The second section "I Want to Draw Manga!" is a primer for progressing from penciled doodles to a one-page inked manga. It is presented in comic book format drawn in deformed character style.
The third section, "There Is A Lot I Don't Get When I'm Starting Out..." is a Q&A section addressing everything from manga layouts to tools selection and maintenance to drawing styles. The explanations of drawing tools, particularly regarding pen nibs, grips, and ink, are extremely informative and among the most valuable parts of this book.
The fourth section, "Four-Week, Professional-Level Pen Training!" is exactly that. It provides four weeks worth of pen exercises designed to help you master the basics of using a manga artist's pen (i.e.G Pen, Kabura Pen, Round Pen).
The final section is "A Huge Survey of 71 Manga Artists and Their Tools." This section includes the rankings of the most popular tools, as well as the actual responses of each manga artist participant. So, if you are interested in learning what tools Yuu Watase uses to draw her titles, you can find out -- she's on the survey! Interspersed in this section are also suggestions on places to go for particular tools. Unfortunately for most English readers, most of these supply sources are Japan specific with the notable exception of Snopake (a particular type of white out preferred by Mizuki Ken) which is found in Canada.Comments
This book is a wonderful reference. It really does seem to have a little something for everyone, from those that are just interested in the creation of manga from an intellectual standpoint to hard-core artists wanting to check out what other artists are using. There are multiple contributors to this book, and from the way that the credits are arranged, it is a little difficult to tell who is responsible for which parts. However, the technical parts of the book are written at least in part by instructors from the Manga Department of the Chiyoda Engineering and Fine Arts Vocational School, and I feel that the thoroughness of the instruction provided reflects this.

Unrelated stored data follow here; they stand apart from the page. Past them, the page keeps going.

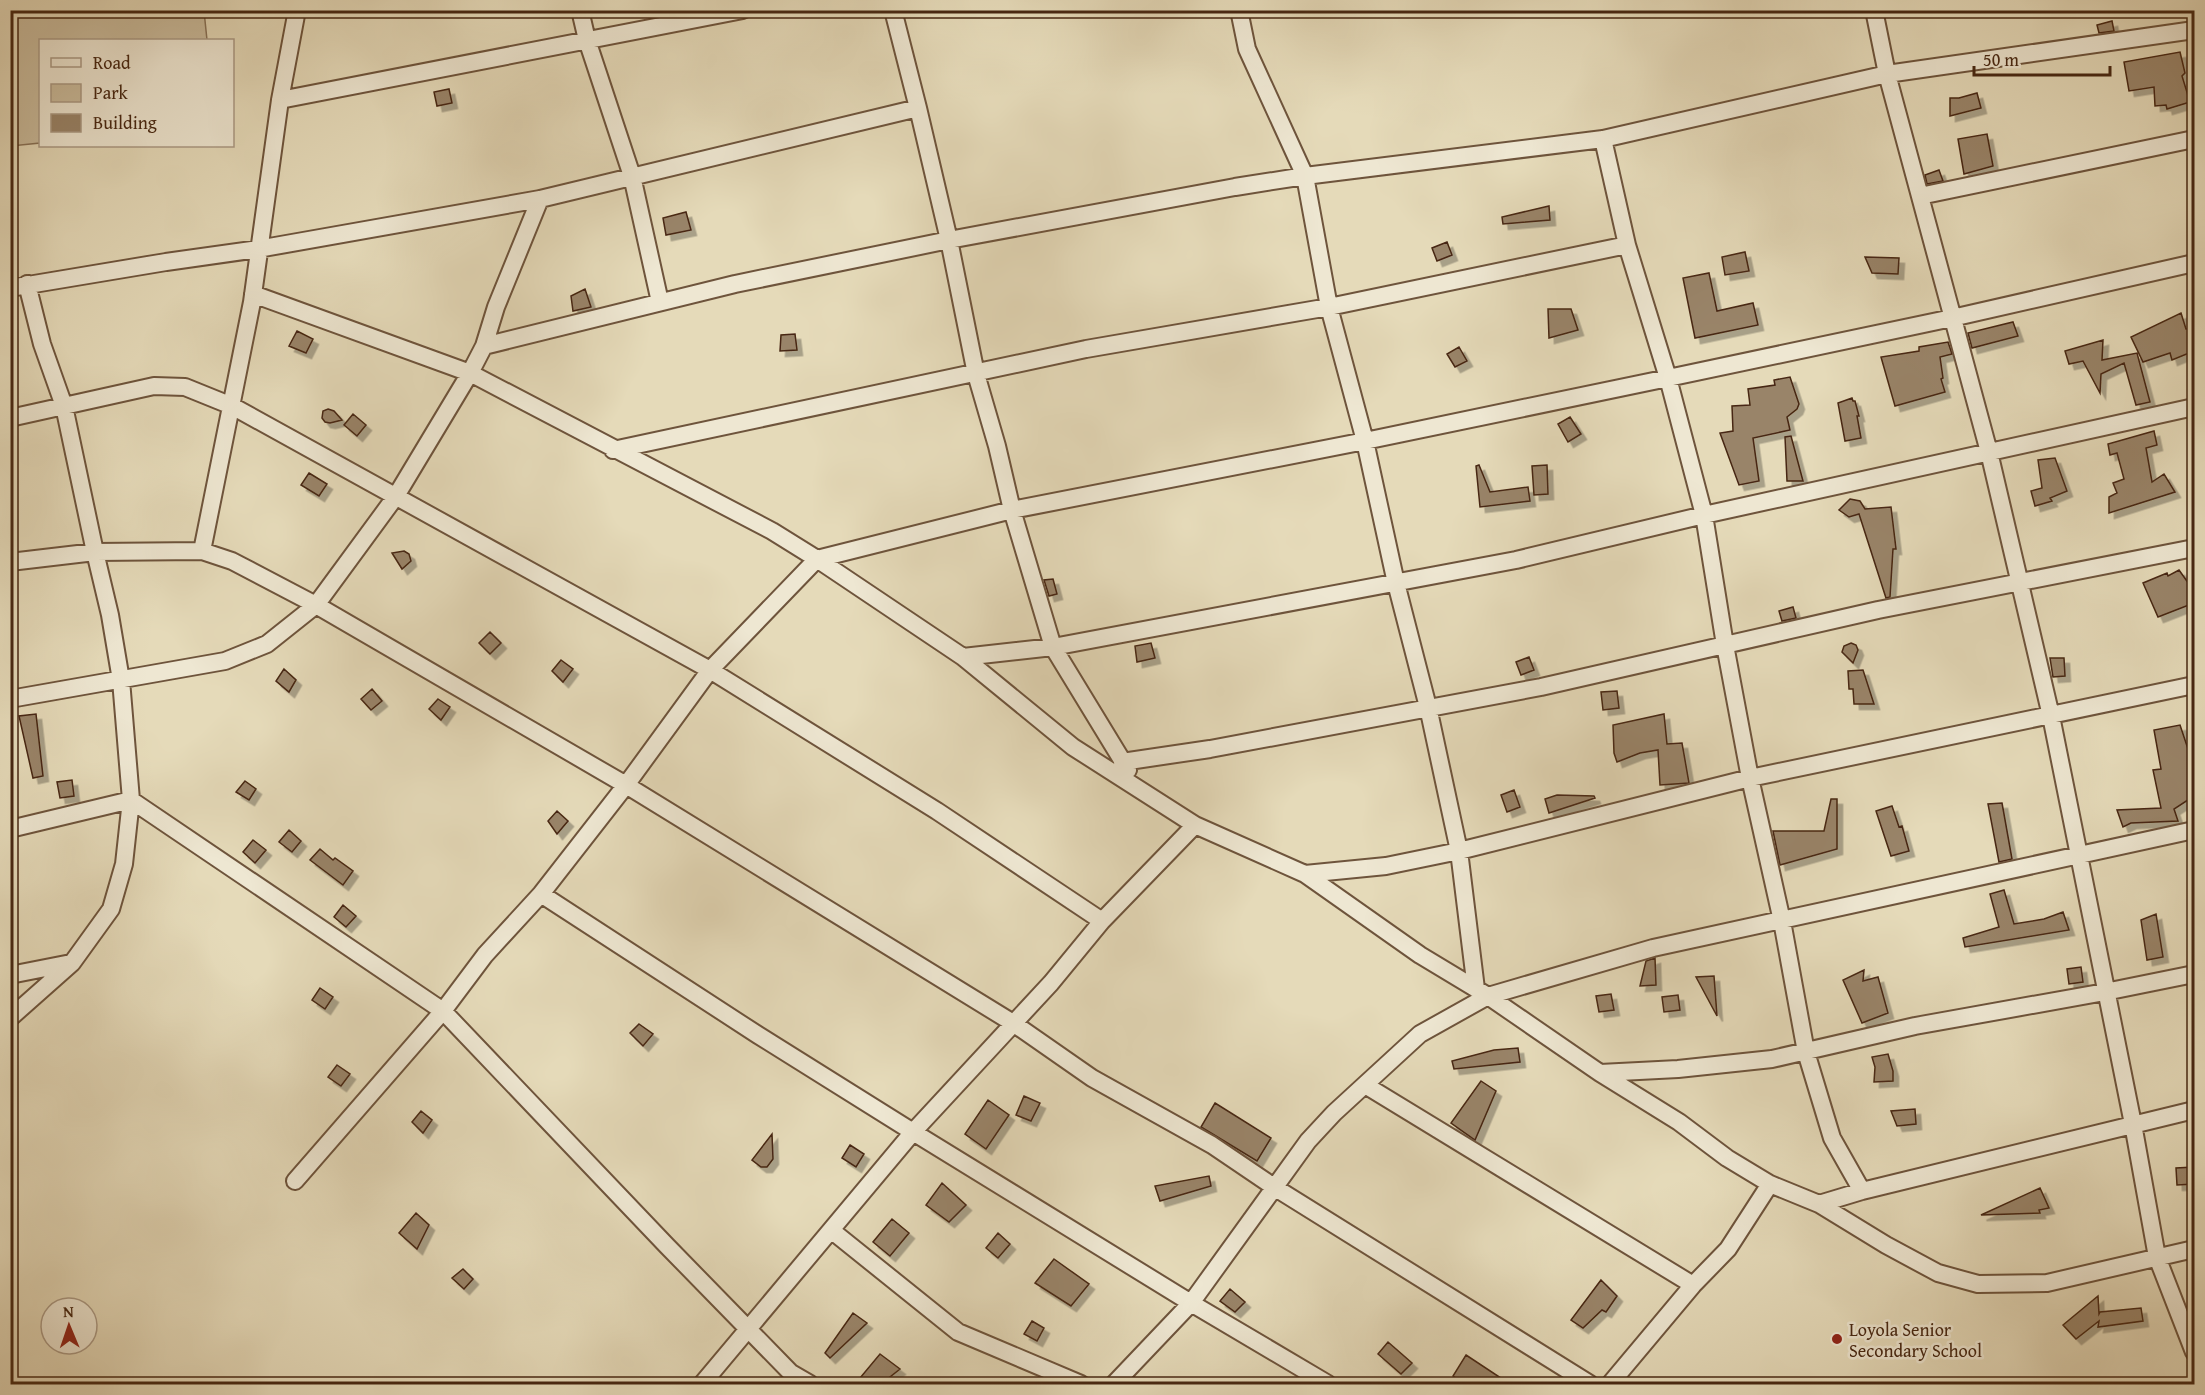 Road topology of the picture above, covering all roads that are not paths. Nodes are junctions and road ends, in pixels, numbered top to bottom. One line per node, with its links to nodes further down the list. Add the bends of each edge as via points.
1 (297, 10): 10 (street)
2 (580, 10): 8 (street)
3 (743, 10): 8 (street)
4 (893, 10): 11 (street)
5 (1239, 10): 14 (street, via 1247,49)
6 (1874, 10): 9 (street)
7 (2194, 30): 9 (street)
8 (587, 40): 10 (street); 15 (street)
9 (1887, 74): 12 (street); 16 (street)
10 (280, 100): 20 (street)
11 (918, 108): 15 (street); 18 (street)
12 (1603, 139): 14 (street); 19 (street)
13 (2194, 139): 16 (street)
14 (1305, 176): 18 (street); 25 (street)
15 (632, 177): 17 (street); 24 (street)
16 (1920, 196): 26 (street)
17 (540, 199): 20 (street); 27 (street)
18 (949, 240): 24 (street); 29 (street)
19 (1627, 245): 25 (street); 30 (street)
20 (258, 249): 22 (street); 23 (street)
21 (2194, 264): 26 (street)
22 (19, 286): 31 (street)
23 (253, 294): 28 (street); 32 (street)
24 (660, 302): 27 (street)
25 (1329, 307): 29 (street, via 1086,349); 35 (street)
26 (1952, 318): 30 (street); 37 (street)
27 (484, 346): 28 (street)
28 (470, 373): 36 (street); 38 (street)
29 (976, 374): 36 (street); 39 (street)
30 (1668, 378): 35 (street); 40 (street)
31 (64, 406): 32 (street, via 154,386 185,387); 34 (street); 43 (street)
32 (232, 406): 38 (street); 42 (street)
33 (2194, 407): 37 (street)
34 (10, 417)
35 (1365, 441): 39 (street); 46 (street)
36 (613, 450): 44 (street, via 772,531)
37 (1989, 452): 40 (street); 47 (street)
38 (396, 496): 48 (street); 52 (street)
39 (1012, 510): 44 (street); 50 (street)
40 (1704, 515): 46 (street, via 1516,560); 49 (street)
41 (2194, 548): 47 (street)
42 (202, 551): 43 (street); 48 (street, via 232,561)
43 (95, 552): 45 (street); 53 (street)
44 (817, 559): 51 (street); 52 (street)
45 (10, 562)
46 (1396, 583): 50 (street); 56 (street)
47 (2019, 584): 49 (street, via 1878,610); 57 (street)
48 (316, 605): 53 (street, via 267,644 225,661); 60 (street)
49 (1725, 645): 56 (street, via 1541,687); 59 (street)
50 (1053, 646): 51 (street); 58 (street)
51 (963, 657): 61 (street, via 1073,747)
52 (710, 670): 60 (street); 70 (street, via 937,811)
53 (121, 680): 55 (street); 62 (street)
54 (2194, 685): 57 (street)
55 (10, 699)
56 (1428, 707): 58 (street); 66 (street)
57 (2051, 716): 59 (street); 67 (street)
58 (1122, 762): 61 (street)
59 (1750, 778): 66 (street); 71 (street)
60 (626, 785): 69 (street); 79 (street)
61 (1138, 786): 63 (street)
62 (131, 800): 64 (street); 72 (street, via 123,864 111,909); 77 (street)
63 (1195, 825): 68 (street); 70 (street)
64 (10, 829)
65 (2194, 830): 67 (street)
66 (1459, 851): 68 (street, via 1386,866); 76 (street)
67 (2080, 856): 71 (street); 75 (street)
68 (1305, 874): 76 (street, via 1420,955)
69 (540, 894): 77 (street); 85 (street)
70 (1102, 921): 79 (street)
71 (1782, 921): 76 (street, via 1653,948); 80 (street)
72 (72, 963): 74 (street); 78 (street)
73 (2194, 974): 75 (street)
74 (10, 975)
75 (2105, 992): 80 (street, via 1915,1026); 84 (street)
76 (1482, 993): 81 (street); 82 (street, via 1419,1034)
77 (443, 1011): 86 (street); 96 (street)
78 (10, 1018)
79 (1013, 1023): 85 (street); 88 (street, via 1092,1078 1212,1145)
80 (1806, 1052): 81 (street, via 1730,1064); 89 (street, via 1832,1138)
81 (1600, 1073): 87 (street)
82 (1365, 1085): 88 (street, via 1308,1141); 94 (street)
83 (2194, 1110): 84 (street)
84 (2133, 1124): 89 (street); 93 (street)
85 (913, 1132): 91 (street); 95 (street)
86 (296, 1181)
87 (1770, 1184): 90 (street); 94 (street, via 1728,1249)
88 (1274, 1187): 95 (street); 103 (street)
89 (1862, 1191): 90 (street)
90 (1819, 1204): 93 (street, via 1938,1273 1978,1284 2047,1283)
91 (831, 1230): 96 (street); 100 (street, via 958,1332)
92 (2194, 1249): 93 (street)
93 (2157, 1257): 97 (street)
94 (1693, 1285): 104 (street)
95 (1191, 1303): 101 (street); 102 (street)
96 (750, 1329): 98 (street); 99 (street, via 791,1373)
97 (2194, 1352)
98 (702, 1384)
99 (810, 1384)
100 (1081, 1384)
101 (1114, 1384)
102 (1328, 1384)
103 (1590, 1384)
104 (1610, 1384)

Please keep in mind that it was written for a Japanese audience. Therefore, some of the information and terminology (i.e. "name" and "beta flash") may not necessarily apply to publishing houses outside of Japan. Also, depending on your own geographic location, it may be difficult to obtain the recommended supplies. However, the drawing techniques and skills described in this text and the accompanying exercises, as well as some of the basic guidelines on designing your own manga, are valuable no matter what part of the world you live in. Also, while this text is touched briefly on color and the impact of color, its main emphasis is on black and white art, primarily pen work (ergo the title "How to Pen and Ink" -- duh) though they do provide instructions on applying and choosing tones as well.
One final note. This instruction manual does not have an age rating. However, I do not think that this is the best manual for those under 17. There are two reasons for this. The first is that much of the text is very technical. I think most teens' eyes would glaze over if you made them read the highly detailed portions of this book. The second is a few pages of sample artwork featured (especially those by Oh!great) are inappropriate for younger readers. There are PARTS of this manual that are fine for younger artists. The chibi-drawn second section in particular could probably be pulled out/photocopied for even elementary school students, but I certainly would not hand over the whole book to a 10-year-old.